▶ PROBLEM REQUIREMENTS:
Return only those lines of the listing that hold the word "Wesley".

============

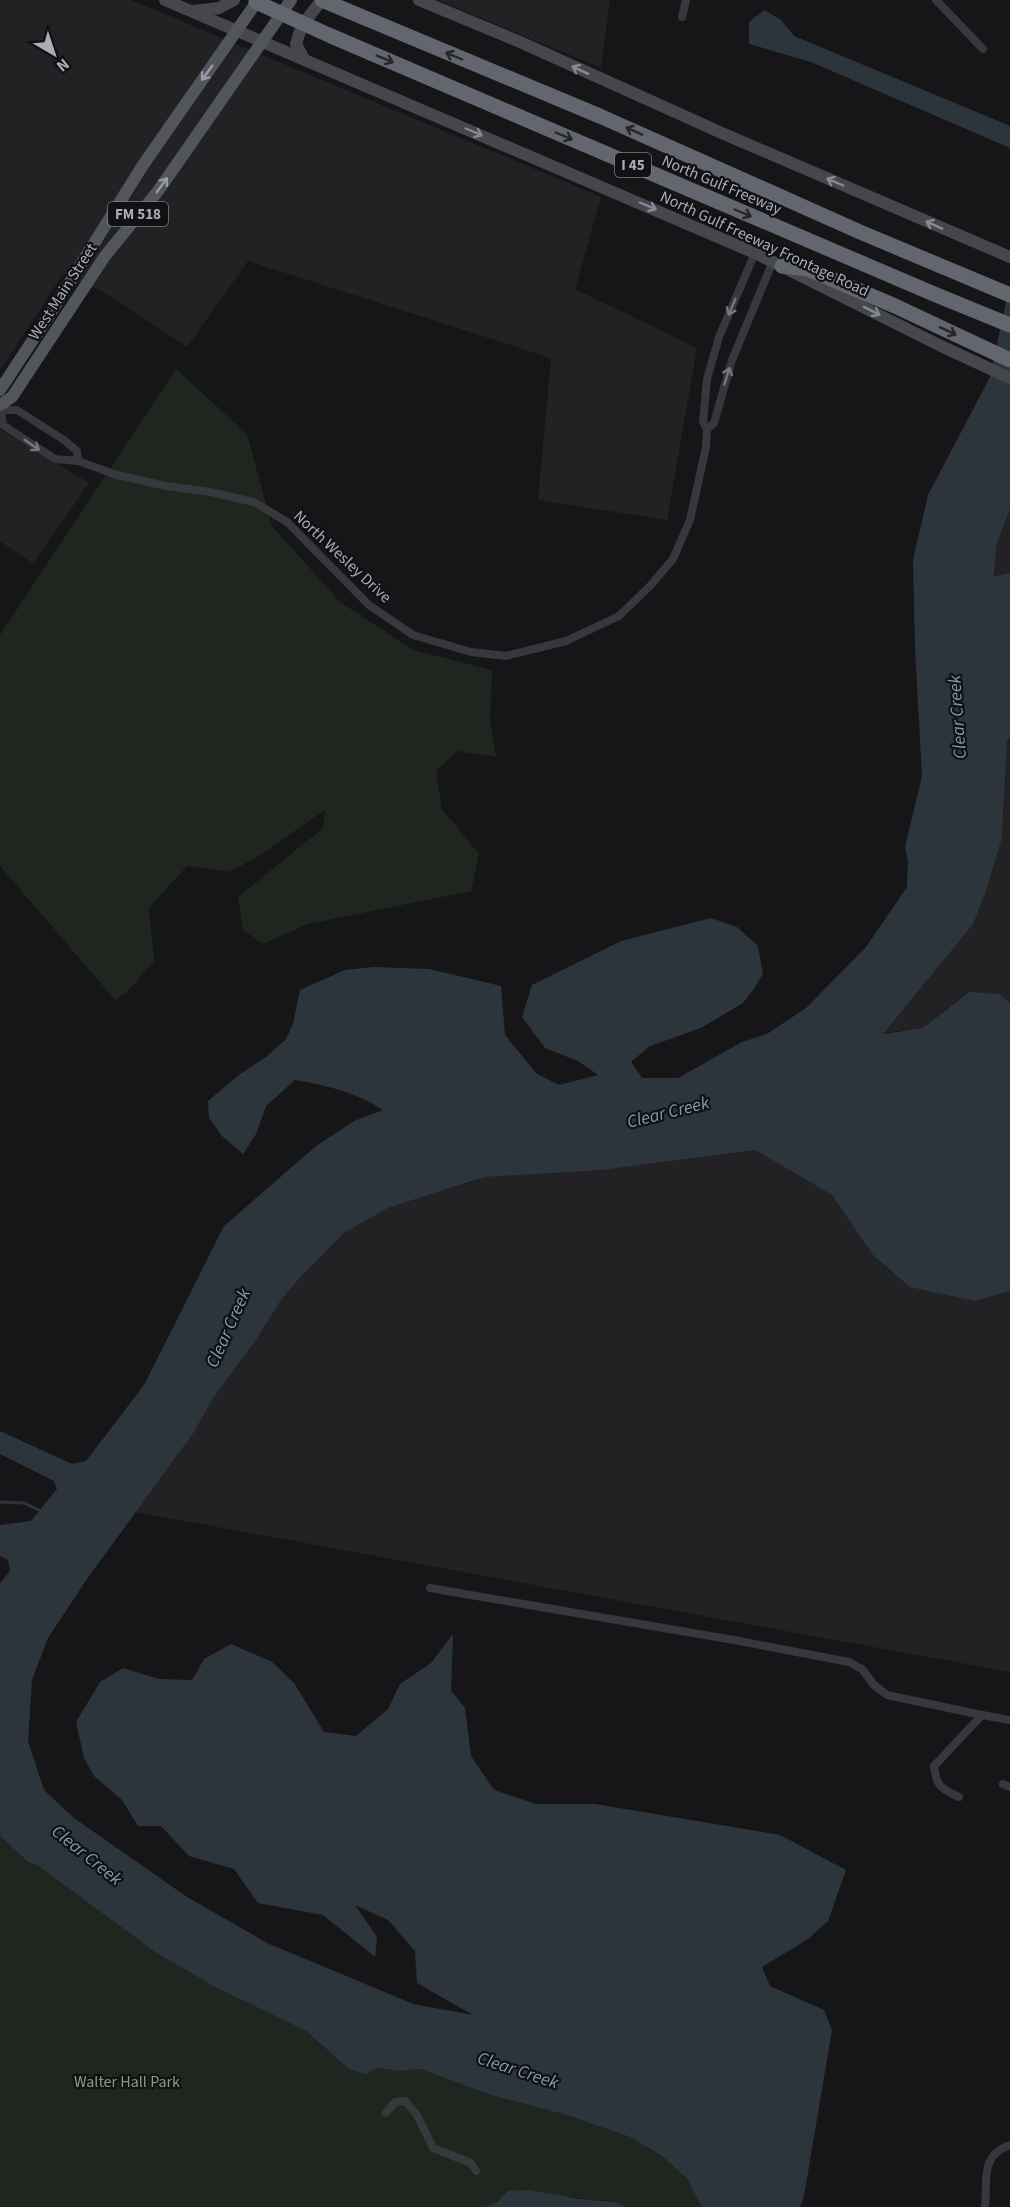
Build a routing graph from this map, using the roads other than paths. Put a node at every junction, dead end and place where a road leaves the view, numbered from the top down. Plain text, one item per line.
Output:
1 (165, 0) edge
2 (234, 0) edge
3 (291, 0) edge
4 (322, 0) edge
5 (419, 0) edge
6 (686, 0) edge
7 (936, 0) edge
8 (255, 1) edge
9 (192, 12) junction
10 (682, 17) dead end
11 (237, 30) junction
12 (263, 42) junction
13 (983, 49) dead end
14 (304, 59) junction
15 (755, 253) junction
16 (1010, 257) edge
17 (777, 264) junction
18 (965, 277) junction
19 (1010, 282) edge
20 (1010, 295) edge
21 (1010, 325) edge
22 (1010, 360) edge
23 (1010, 378) edge
24 (0, 390) edge
25 (0, 409) edge
26 (707, 429) junction
27 (78, 461) junction
28 (430, 1588) dead end
29 (981, 1715) junction
30 (1010, 1720) edge
31 (959, 1797) dead end
32 (386, 2113) dead end
33 (1010, 2145) edge
34 (476, 2171) dead end
35 (985, 2207) edge

1 - 9 main road, North Gulf Freeway Frontage Road
2 - 9 main road
3 - 12 main road, FM 518
4 - 14 main road
18 -> 4 highway, North Gulf Freeway / I 45
16 -> 5 main road
6 - 10 street
7 - 13 street
8 - 11 main road, FM 518
8 -> 21 highway, North Gulf Freeway / I 45, bridge
9 - 11 main road, North Gulf Freeway Frontage Road
11 - 12 main road, North Gulf Freeway Frontage Road
11 -> 24 main road, West Main Street / FM 518
12 - 14 main road, North Gulf Freeway Frontage Road
25 -> 12 main road, West Main Street / FM 518
14 -> 15 main road, North Gulf Freeway Frontage Road
15 - 17 main road, North Gulf Freeway Frontage Road
15 -> 26 street, North Wesley Drive
17 -> 22 highway
17 -> 23 main road, North Gulf Freeway Frontage Road
26 -> 17 street, North Wesley Drive
18 - 19 highway
18 - 20 highway, North Gulf Freeway / I 45
25 - 27 street
25 -> 27 street, North Wesley Drive
26 - 27 street, North Wesley Drive
28 - 29 street
29 - 30 street
29 - 31 street
32 - 34 street
33 - 35 street

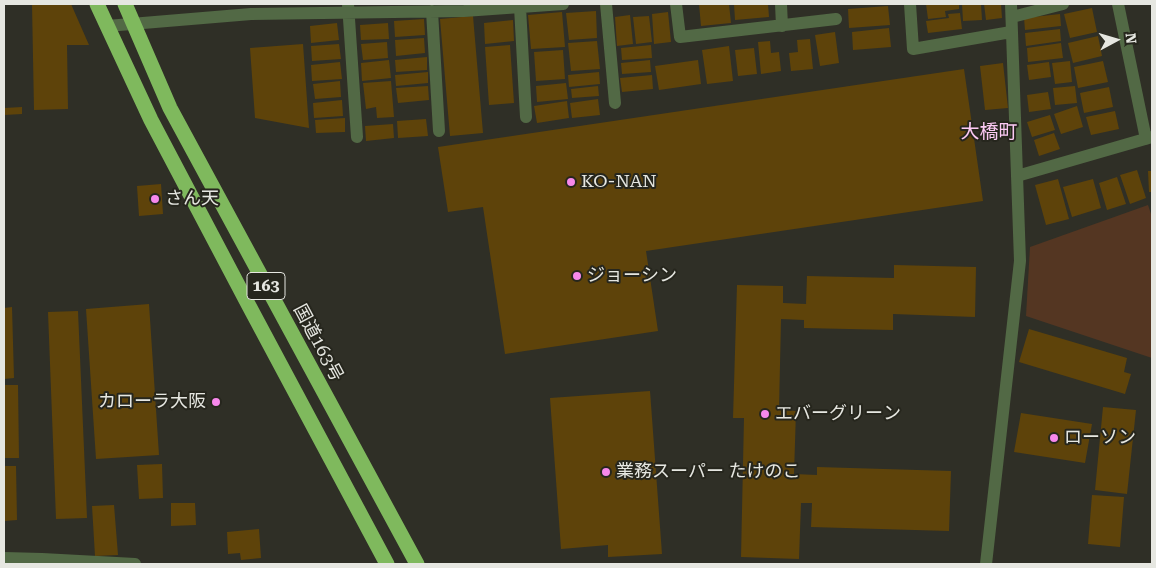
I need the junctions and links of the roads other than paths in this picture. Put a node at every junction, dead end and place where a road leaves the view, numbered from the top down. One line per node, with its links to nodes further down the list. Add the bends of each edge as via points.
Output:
1 (97, 4): 18 (highway, 163)
2 (125, 4): 17 (highway, 国道163号 / 163)
3 (563, 4): 12 (street)
4 (606, 4): 21 (street)
5 (676, 4): 19 (street, via 680,37)
6 (781, 4): 19 (street)
7 (910, 4): 20 (street, via 913,49)
8 (1011, 4): 15 (street)
9 (1063, 4): 15 (street)
10 (1118, 4): 25 (street)
11 (493, 6): 12 (street); 14 (street)
12 (520, 7): 22 (street)
13 (348, 8): 14 (street); 17 (street); 24 (street)
14 (437, 9): 23 (street)
15 (1012, 17): 20 (street)
16 (836, 19): 19 (street)
17 (133, 23): 18 (street); 31 (highway, 国道163号 / 163, via 170,108)
18 (107, 26): 30 (highway, 163, via 151,120)
19 (782, 26)
20 (1011, 32): 26 (street)
21 (615, 103)
22 (526, 117)
23 (439, 131)
24 (357, 137)
25 (1149, 138): 26 (street)
26 (1017, 176): 32 (street, via 1020,261)
27 (4, 558): 28 (street)
28 (42, 561): 29 (street)
29 (135, 564)
30 (387, 564)
31 (417, 564)
32 (986, 564)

============

▶ SOLUTION:
15 -> 26 street, North Wesley Drive
26 -> 17 street, North Wesley Drive
25 -> 27 street, North Wesley Drive
26 - 27 street, North Wesley Drive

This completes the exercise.